Marianela Robainas, Rafael Otano, Stephen Bueno, Sihem Ait-Oudhia

Abstract

Autophagy is a vital, physiological catabolic process for cell survival by which cells clear damaged organelles and recycle nutrients when homeostasis is maintained. Cancer is a complex disease with uncontrolled growth of cancer cells. Recent studies have suggested the role of autophagy in cancer. A complex relationship exists between autophagy and cancer, since autophagy can contribute to the survival or the destruction of malignant cells depending on the stage of tumor development. In this review, we describe in detail the mechanism underlying autophagy in cancer cells and the intricate involvement of the programmed cell death-1 (PD1) receptor with its ligand (PD-L1). The overexpression of PD-L1 receptors on cancer cell membranes has been observed in several types of cancers. The interaction of PD-L1 on cancer cells with PD1 on the surface of T-cells causes cancer cells to escape from the immune system by preventing the activation of new cytotoxic T-cells in the lymph nodes and subsequent recruitment to the tumor.

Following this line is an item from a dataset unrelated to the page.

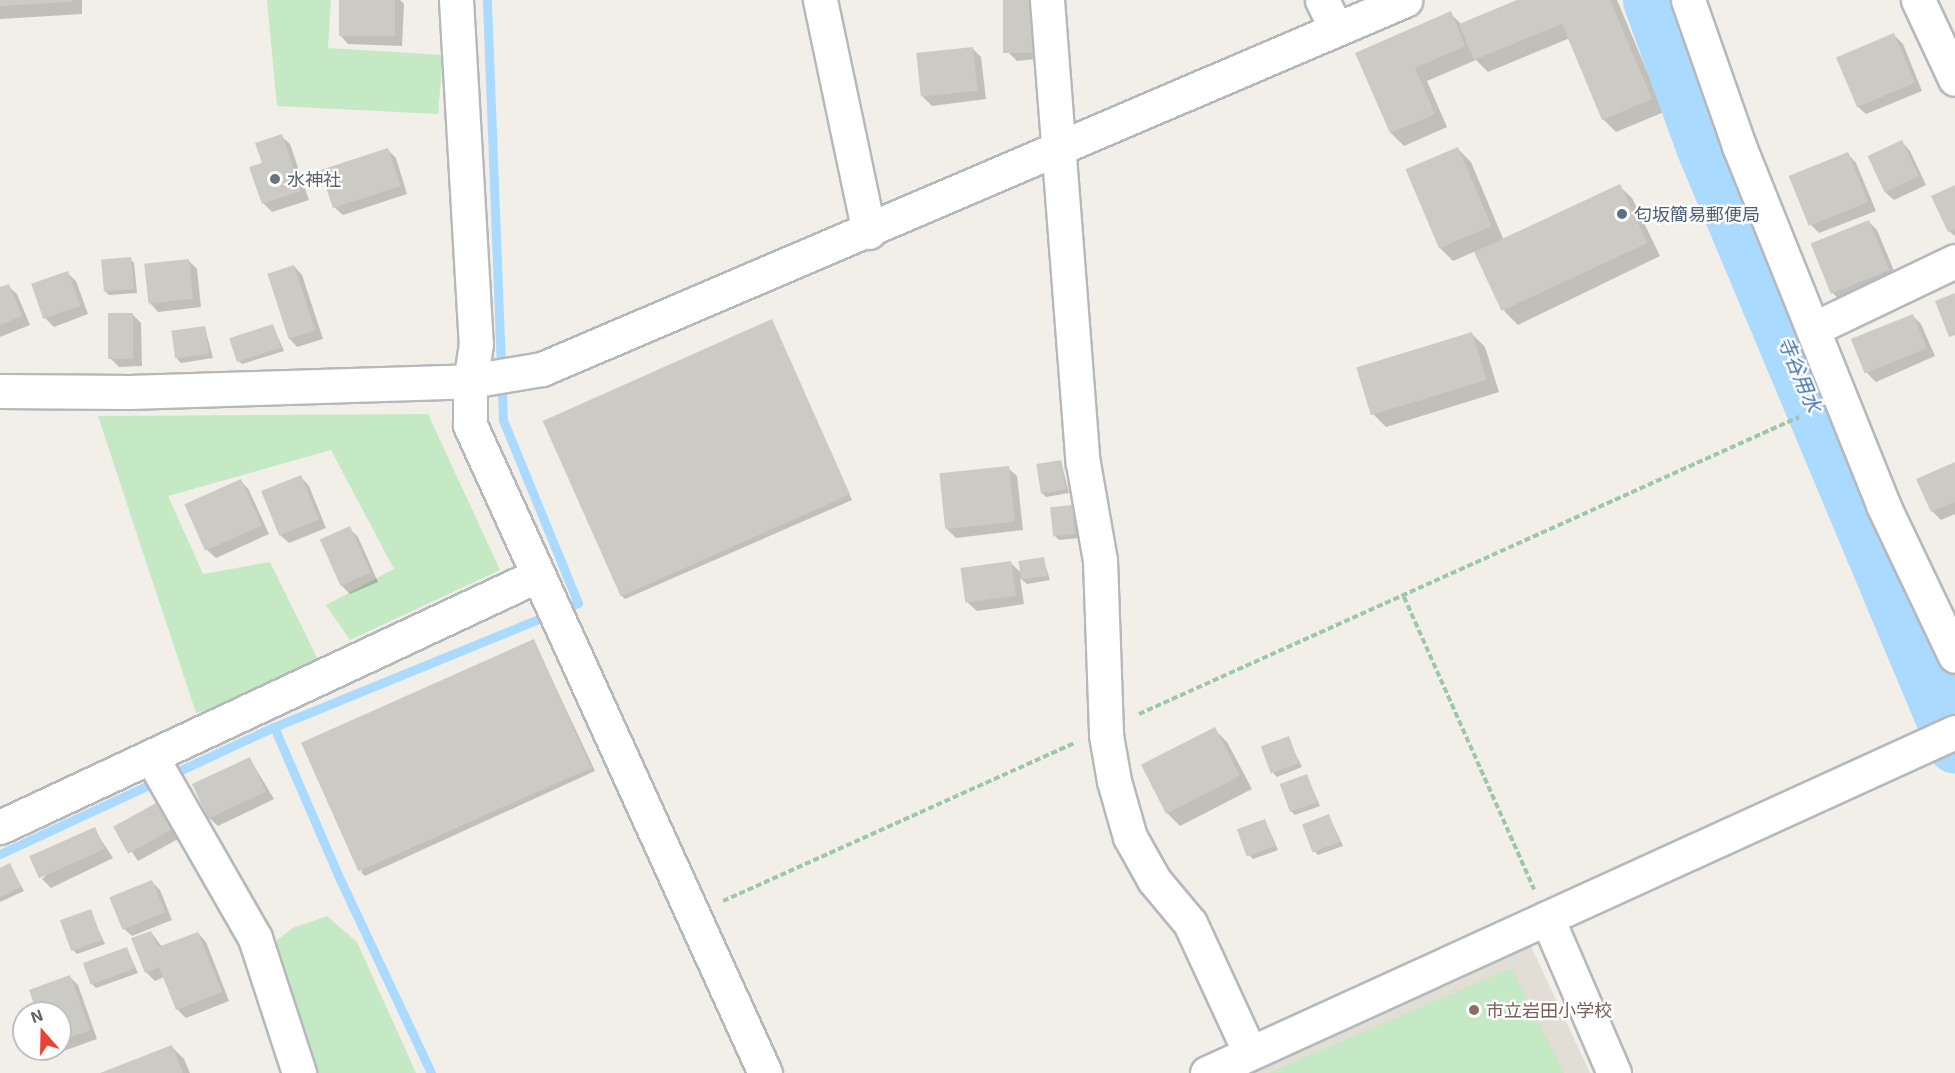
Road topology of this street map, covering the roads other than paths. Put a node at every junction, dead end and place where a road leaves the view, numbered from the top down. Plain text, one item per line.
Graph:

In addition to its immunopathogenicity, PD1 has been related to autophagy. Reduction of this receptor due to treatment increases autophagy, therefore promoting the recycling of nutrients and clearance of toxic species, consequently promoting cell survival. In addition, PD-L1/PD1 engagement can induce autophagy in nearby T-cells due to a decrease in the amino acids tryptophan and arginine and due to the deprivation of nutrients such as glucose followed by a reduction in glucose metabolism. Resistance to cancer therapies is attributed to various pathways in oncogenesis including, inhibition of tumor suppressors, alteration of the tumor metabolic environment, and upregulation of autophagy. Here we explore the interaction between the immunosuppressive PD-L1/PD1 engagement and autophagy mechanisms, and evaluate the impact of inhibition of these pathways in augmenting antitumor efficacy.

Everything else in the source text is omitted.